In the quest for efficient water management, leakage reduction stands as a critical objective for water utilities worldwide. Leakage not only leads to the wastage of precious water resources but also poses financial and environmental challenges.
To address this issue, hydraulic modelling has emerged as an indispensable tool that bolsters our understanding of water networks and directs our leakage reduction efforts. In this blog post, we will delve into the benefits of hydraulic modelling and highlight how the collaboration between TOBIN and our partners is instrumental in achieving an ambitious leakage rate target of 25% by 2030.
This partnership leverages the power of hydraulic modelling to drive effective leakage reduction strategies. By utilising advanced software and expertise, the collaboration aims to identify high-leakage areas, develop targeted pressure management plans, and optimise infrastructure investments.
What is Hydraulic Modelling? In the 1950s, the U.S Army Corps of Engineers developed a hydraulic model to explore the idea of damming the San Francisco Bay, and it looked like this! (image on the left). Nowadays, hydraulic modelling is a digital process also used to represent what’s happening in the network that delivers drinking water to our homes on a day-to-day basis.
It involves the use of specialised software to simulate and analyse the behaviour of water flowing through pipes, pumps, valves, and other hydraulic components.
The hydraulic modelling representation of the Cork City network looks like this! (Image on the right).
The modelling process typically involves the following steps:
Model Construction: Gathering information about the water supply network, including pipe sizes, lengths, elevations, locations of pumps and valves, and customer demand data. Then inputting the collected data and configuring the model to accurately reflect the system’s characteristics.

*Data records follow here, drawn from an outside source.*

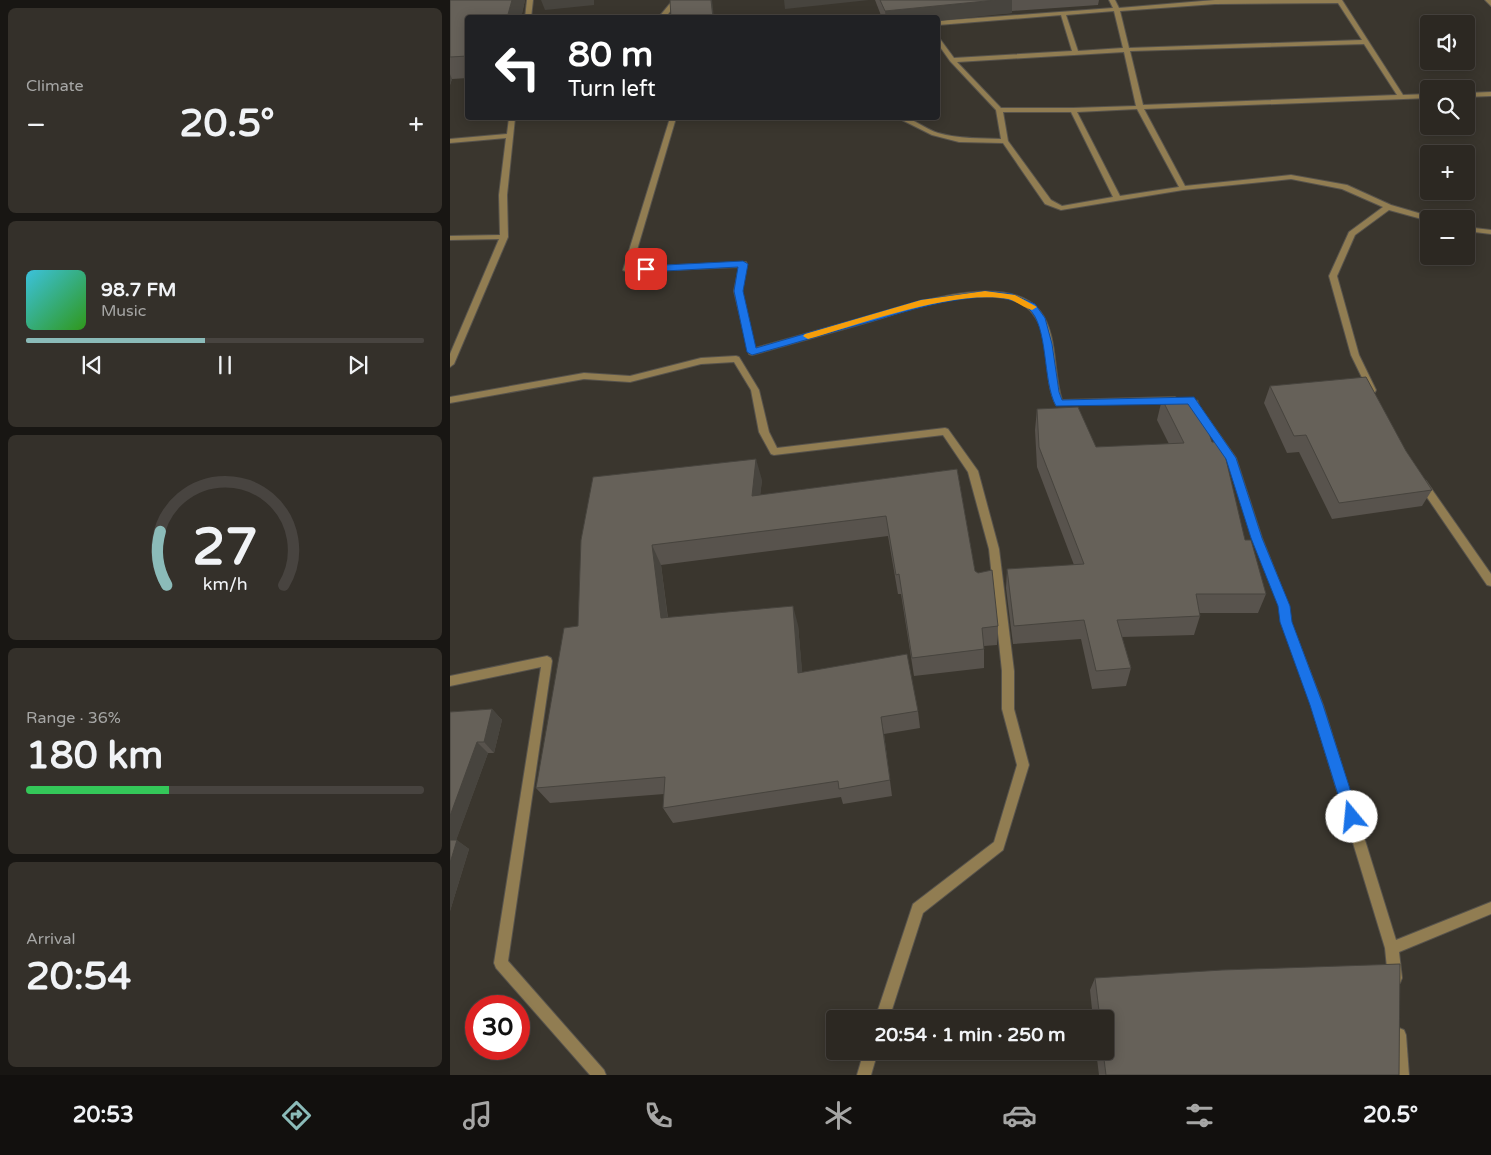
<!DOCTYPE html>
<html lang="en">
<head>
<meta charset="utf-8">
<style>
  :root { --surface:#2c2822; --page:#34302a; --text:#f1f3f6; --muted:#a6a6a5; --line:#484440; --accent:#8bbbb9 }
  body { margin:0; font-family:"Varela Round",sans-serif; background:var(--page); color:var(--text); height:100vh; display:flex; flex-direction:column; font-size:19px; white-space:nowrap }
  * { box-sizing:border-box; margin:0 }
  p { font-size:16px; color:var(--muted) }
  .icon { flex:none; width:28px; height:28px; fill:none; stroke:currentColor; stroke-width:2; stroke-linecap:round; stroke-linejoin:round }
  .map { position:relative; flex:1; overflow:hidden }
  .panel { display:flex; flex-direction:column; gap:8px; padding:8px; background:#181613; width:450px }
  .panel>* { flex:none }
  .guide { position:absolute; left:15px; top:15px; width:475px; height:105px; border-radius:5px; box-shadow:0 2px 12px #0003,0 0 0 1px var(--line); background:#202124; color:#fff; overflow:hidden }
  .tools { position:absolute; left:970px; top:15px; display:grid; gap:10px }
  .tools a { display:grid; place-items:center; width:55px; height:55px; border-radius:5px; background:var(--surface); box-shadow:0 2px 12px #0003,0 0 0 1px var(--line); font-size:25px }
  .speed { position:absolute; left:15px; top:995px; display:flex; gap:10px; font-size:25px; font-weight:700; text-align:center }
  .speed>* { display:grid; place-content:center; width:65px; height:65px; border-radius:50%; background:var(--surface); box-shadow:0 2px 12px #0003,0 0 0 1px var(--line); line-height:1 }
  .speed .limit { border:8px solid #d22; background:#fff; color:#111 }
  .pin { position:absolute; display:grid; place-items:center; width:42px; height:42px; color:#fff; margin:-21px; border-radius:10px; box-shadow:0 2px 8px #0006 }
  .me { position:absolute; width:55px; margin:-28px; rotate:343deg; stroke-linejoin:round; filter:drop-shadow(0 0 4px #0008) }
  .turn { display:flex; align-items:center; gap:18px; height:105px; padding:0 20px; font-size:22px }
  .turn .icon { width:65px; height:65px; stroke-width:2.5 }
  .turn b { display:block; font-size:35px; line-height:42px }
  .big { font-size:38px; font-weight:800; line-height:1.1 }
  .panel .card { flex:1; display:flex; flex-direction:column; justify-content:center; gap:8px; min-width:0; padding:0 18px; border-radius:8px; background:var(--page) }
  .panel .dial { align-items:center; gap:0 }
  .dial svg { height:130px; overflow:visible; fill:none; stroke:var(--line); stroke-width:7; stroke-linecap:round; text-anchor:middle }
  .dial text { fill:var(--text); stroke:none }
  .song { display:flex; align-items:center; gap:15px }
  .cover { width:60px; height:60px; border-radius:8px; background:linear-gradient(135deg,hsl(190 70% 55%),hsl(110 70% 35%)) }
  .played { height:5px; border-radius:2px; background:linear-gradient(90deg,var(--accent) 45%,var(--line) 45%) }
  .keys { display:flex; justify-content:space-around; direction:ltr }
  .heat { display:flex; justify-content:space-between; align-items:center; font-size:28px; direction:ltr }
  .charge { height:8px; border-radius:4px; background:linear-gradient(90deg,#34c759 36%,var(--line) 0) }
  .trip { position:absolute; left:376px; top:1010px; width:288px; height:50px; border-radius:5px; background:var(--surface); box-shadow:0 2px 12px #0003,0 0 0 1px var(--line); font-weight:800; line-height:50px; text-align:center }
  .tabs { display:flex; height:80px; justify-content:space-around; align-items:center; background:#12100e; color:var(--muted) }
  .tabs .icon { width:35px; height:35px }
  .tabs .selected { color:var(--accent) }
  .tabs b { font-size:22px; color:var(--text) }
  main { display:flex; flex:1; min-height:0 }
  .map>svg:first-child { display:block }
</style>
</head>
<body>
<main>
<section class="panel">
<div class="card"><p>Climate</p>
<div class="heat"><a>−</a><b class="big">20.5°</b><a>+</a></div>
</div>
<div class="card">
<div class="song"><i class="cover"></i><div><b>98.7 FM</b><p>Music</p></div></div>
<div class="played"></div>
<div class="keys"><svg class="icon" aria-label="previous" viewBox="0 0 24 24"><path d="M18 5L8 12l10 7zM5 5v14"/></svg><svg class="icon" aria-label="pause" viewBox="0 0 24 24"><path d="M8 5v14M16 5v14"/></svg><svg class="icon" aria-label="next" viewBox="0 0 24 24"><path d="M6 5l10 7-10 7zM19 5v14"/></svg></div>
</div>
<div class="card dial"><svg viewBox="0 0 100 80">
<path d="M14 69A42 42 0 1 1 86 69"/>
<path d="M14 69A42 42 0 0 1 10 36" stroke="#8bbbb9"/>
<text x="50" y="56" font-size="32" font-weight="700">27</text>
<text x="50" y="72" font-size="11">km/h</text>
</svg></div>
<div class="card"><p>Range · 36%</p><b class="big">180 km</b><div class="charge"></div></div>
<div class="card"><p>Arrival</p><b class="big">20:54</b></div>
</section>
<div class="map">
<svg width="1041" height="1075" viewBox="0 0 1041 1075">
  <rect width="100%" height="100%" fill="#3a362e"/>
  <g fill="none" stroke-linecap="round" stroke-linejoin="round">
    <defs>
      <g id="street">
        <path d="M77 0H83L81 18H75Z"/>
        <path d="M223 0H229L215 18H208Z"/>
        <path d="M659 0H665L669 8 765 0H892L953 95 979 94V98L694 109 735 186 841 175 897 185 941 205 982 217 983 219H979V221L939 210 905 235 887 276 909 355 926 390 925 392H919L901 355 879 276 899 232 933 207 892 189 841 179 733 190 611 210 595 204 553 143 509 142 482 135 448 118C462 116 474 129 488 133 509 139 530 138 551 139L546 110 500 61 488 44V38L490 39 504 58 622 51 611 15 488 25V21L663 8ZM888 3 912 40 679 48 670 11 765 4ZM664 11 673 48 628 51 616 15ZM914 44 947 95 693 105 680 51ZM674 52 686 106 623 108H551L507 62ZM687 109 729 187 670 196 627 112ZM553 112H621L663 197 612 206 601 200 558 141Z"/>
        <path d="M1035 0H1041V6Z"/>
        <path d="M1041 92V96L1016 97V93Z"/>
        <path d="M59 118H65L57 195 58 237 4 364 0 367V354L49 239 0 240V236L50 235 49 195 56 138 0 143V139L57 134Z"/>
        <path d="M220 118H226L182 267 296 262 297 264 292 291 305 348C341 338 376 328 412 318 455 306 557 269 590 311 608 334 603 373 612 400L725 397 729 400 725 403 606 405C592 378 602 337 583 314 574 302 560 298 546 297 504 293 459 310 419 322 380 333 341 344 302 355L299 354 284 291 289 267 177 272 173 270Z"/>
        <path d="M1016 227 1041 230V234L1016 231Z"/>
        <path d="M286 356 289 357 309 390 319 432 327 448 495 428 498 429 528 471 549 549 564 671V709L579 765 553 850 473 913 439 1019H425L463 904 544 842 567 765 552 709V671L539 549 518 472 493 435 324 455 321 454 309 432 301 390 284 362 251 364 180 382 134 379 0 403V397L134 373 180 376 251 358Z"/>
        <path d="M747 406 750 407 786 458 812 538 839 606 841 622 873 705 946 940 1041 902V914L949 952 952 978 950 983 945 985 940 983 938 978 935 948 861 705 831 622 829 606 802 538 777 459 743 409Z"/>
        <path d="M973 480 976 481 1041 574V586L1037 585 970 487 968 484 970 481Z"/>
        <path d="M97 656 101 658 102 661 58 961 154 1070 156 1075H140L46 968 44 963 91 667 0 686V676Z"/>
        <path d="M949 1028 954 1030 956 1035 959 1075H945L942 1035 944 1030Z"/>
        <path d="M414 1051H428L421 1075H407Z"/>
      </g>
    </defs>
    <use href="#street" stroke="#57534c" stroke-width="2"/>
    <use href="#street" fill="#917d52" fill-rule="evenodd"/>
  </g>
  <g fill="#58534d">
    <path d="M0 0H75L71 18H18V78L2 79 0 85Z"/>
    <path d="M425 0H649L648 5 562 11V13L488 18H432Z"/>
    <path d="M820 386 956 451 982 490 972 506 882 519 849 452 837 453 814 403Z"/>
    <path d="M712 399 795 540 816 594 808 613H750V616L744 635 672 637 681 668 676 686 642 689 631 639 563 644 556 588 557 569 624 565 587 467 585 430 587 409 646 447 719 444 707 420Z"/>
    <path d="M507 469 525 571 548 626 547 645 534 646V668L464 676 451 594H448L438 536 211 565 218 618 348 625 352 673 468 711 470 728 434 734 442 796 393 804 391 797 223 823 213 808 214 794 100 803 86 788 128 626 131 540 312 480 310 495Z"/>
    <path d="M42 709 52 720 44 753H38L6 840 19 849 0 911V712Z"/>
    <path d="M645 978 949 1075H649L646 1051H655V1019H643L640 990Z"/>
  </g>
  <g fill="#47443e">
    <path d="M62 0H75L71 18H57Z"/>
    <path d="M91 0H144V5L95 10Z"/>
    <path d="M261 0H262L264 18H263Z"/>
    <path d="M334 0H419L335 9Z"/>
    <path d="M546 0H562V13L488 21V18H436L435 11Z"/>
    <path d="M0 74 2 79 0 85Z"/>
    <path d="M306 459 312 480 308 517 302 496Z"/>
    <path d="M202 545 211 565 220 637 211 618Z"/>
    <path d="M343 606 348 625 354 691 348 673Z"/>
    <path d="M42 709 52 720 44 753 34 742Z"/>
    <path d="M431 717 434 734 442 796 440 780Z"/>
    <path d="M27 742 38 753 3 849 0 847V816Z"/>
    <path d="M7 840 19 849 0 911V863Z"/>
  </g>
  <g fill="#666159" stroke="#47443e">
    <path d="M0 0H62L57 18H18V56L0 57Z"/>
    <path d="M220 0H261L263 18H221Z"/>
    <path d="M430 0H546L435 11Z"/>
    <path d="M916 377 956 451 982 490 889 503 856 435 844 436 820 386Z"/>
    <path d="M712 399 748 400 762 442H772L795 540H801L816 594H746L750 616 667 620 681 668 646 671 634 620 564 626 557 569 634 564 589 447 587 409 628 407 646 447 734 443Z"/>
    <path d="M306 459 302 496 507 469 525 571 528 573 542 570 548 626 532 628 534 649 462 658 449 574 446 575 436 516 202 545 211 618 343 606 348 673 457 654 468 711 431 717 440 780 389 789 388 781 213 808 215 777 86 788 114 628 128 626 131 540 143 477Z"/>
    <path d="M42 709 34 742H27L0 816V712Z"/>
    <path d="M0 840H7L0 863Z"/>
    <path d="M950 964 949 1075H656L653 1051H655V1019H650L645 978 772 970Z"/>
  </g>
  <path fill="#1a73e8" stroke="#114b97" d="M293 261 298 264 293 291 306 348 471 300 535 291 562 294 585 304 595 318 602 344 609 392 612 400 744 397 786 458 812 538 840 606 842 622 873 705 909 817 907 822 902 824 897 822 895 817 860 705 830 622 828 606 801 538 776 459 738 404 606 406C592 381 599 325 578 308 567 300 548 296 534 297 497 299 459 310 423 321 382 332 342 344 302 355L297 352 284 291 288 267 196 272 192 269 196 266Z"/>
  <path fill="#f59e0b" d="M535 291 565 295 587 307 582 310C574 308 566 301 558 299 505 289 411 324 358 339L353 336 355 334 471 300Z"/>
</svg>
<div class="tools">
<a><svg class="icon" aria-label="sound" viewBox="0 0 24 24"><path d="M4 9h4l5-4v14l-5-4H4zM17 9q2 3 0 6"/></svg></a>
<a><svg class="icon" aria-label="search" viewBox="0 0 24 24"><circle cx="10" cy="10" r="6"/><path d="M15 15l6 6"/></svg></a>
<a>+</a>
<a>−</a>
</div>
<div class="speed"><div class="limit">30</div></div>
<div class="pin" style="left:196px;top:269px;background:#d93025"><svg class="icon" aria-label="arrive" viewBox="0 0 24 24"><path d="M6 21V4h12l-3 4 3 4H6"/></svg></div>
<svg class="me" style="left:902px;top:817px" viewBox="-20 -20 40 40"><circle r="19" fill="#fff"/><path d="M0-13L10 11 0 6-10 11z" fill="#1a73e8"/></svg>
<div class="trip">20:54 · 1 min · 250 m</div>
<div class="guide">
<div class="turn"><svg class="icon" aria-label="left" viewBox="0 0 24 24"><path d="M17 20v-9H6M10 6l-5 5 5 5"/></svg><div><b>80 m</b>Turn left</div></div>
</div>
</div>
</main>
<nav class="tabs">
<b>20:53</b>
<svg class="icon selected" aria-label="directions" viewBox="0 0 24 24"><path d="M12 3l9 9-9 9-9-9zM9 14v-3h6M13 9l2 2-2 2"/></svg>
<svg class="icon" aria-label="music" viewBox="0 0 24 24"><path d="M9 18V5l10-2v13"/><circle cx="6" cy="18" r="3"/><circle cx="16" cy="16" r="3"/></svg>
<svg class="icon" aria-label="phone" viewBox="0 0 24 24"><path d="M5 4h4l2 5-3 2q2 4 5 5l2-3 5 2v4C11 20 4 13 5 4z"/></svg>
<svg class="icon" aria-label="climate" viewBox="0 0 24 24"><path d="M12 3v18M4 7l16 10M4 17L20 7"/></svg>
<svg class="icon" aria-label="car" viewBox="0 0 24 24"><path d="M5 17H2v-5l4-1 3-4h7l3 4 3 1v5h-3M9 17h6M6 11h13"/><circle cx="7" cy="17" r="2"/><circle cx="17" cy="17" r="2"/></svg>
<svg class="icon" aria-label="filters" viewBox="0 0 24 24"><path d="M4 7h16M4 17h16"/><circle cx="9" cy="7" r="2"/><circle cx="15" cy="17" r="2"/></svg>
<b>20.5°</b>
</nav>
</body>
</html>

Calibration and Validation:
Adjusting the model parameters to match the observed behaviour of the actual system. This is done by comparing the model’s predictions with field measurements. A high-confidence model allows to predict parameters like flow rates, pressure levels, velocities, and water age ensuring that the model accurately represents the real-world network.
Benefits of Hydraulic Modelling:
Scoping Pressure Management Options: One of the primary advantages of adopting hydraulic modelling to tackle network leakage. By accurately simulating the flow of water through the network, hydraulic models provide insights into the areas experiencing excessive pressure.
These high-pressure zones are often prone to leaks and bursts, making them prime candidates for pressure management interventions.
The hydraulic model can then be used to identify an optimal approach to pressure management, such as installing pressure-reducing valves or rezoning sections, to mitigate leakage risks and improve overall system performance.
The collaboration between TOBIN and our partners stands as a shining example of how this technology is being harnessed to achieve ambitious leakage reduction targets. With such concerted efforts, 24 new pressure management opportunities have been identified so far across 8 Water Supply Zones. The related daily water savings are equivalent to half of the size of an Olympic swimming pool or almost 1,200 cubic metres of water per day!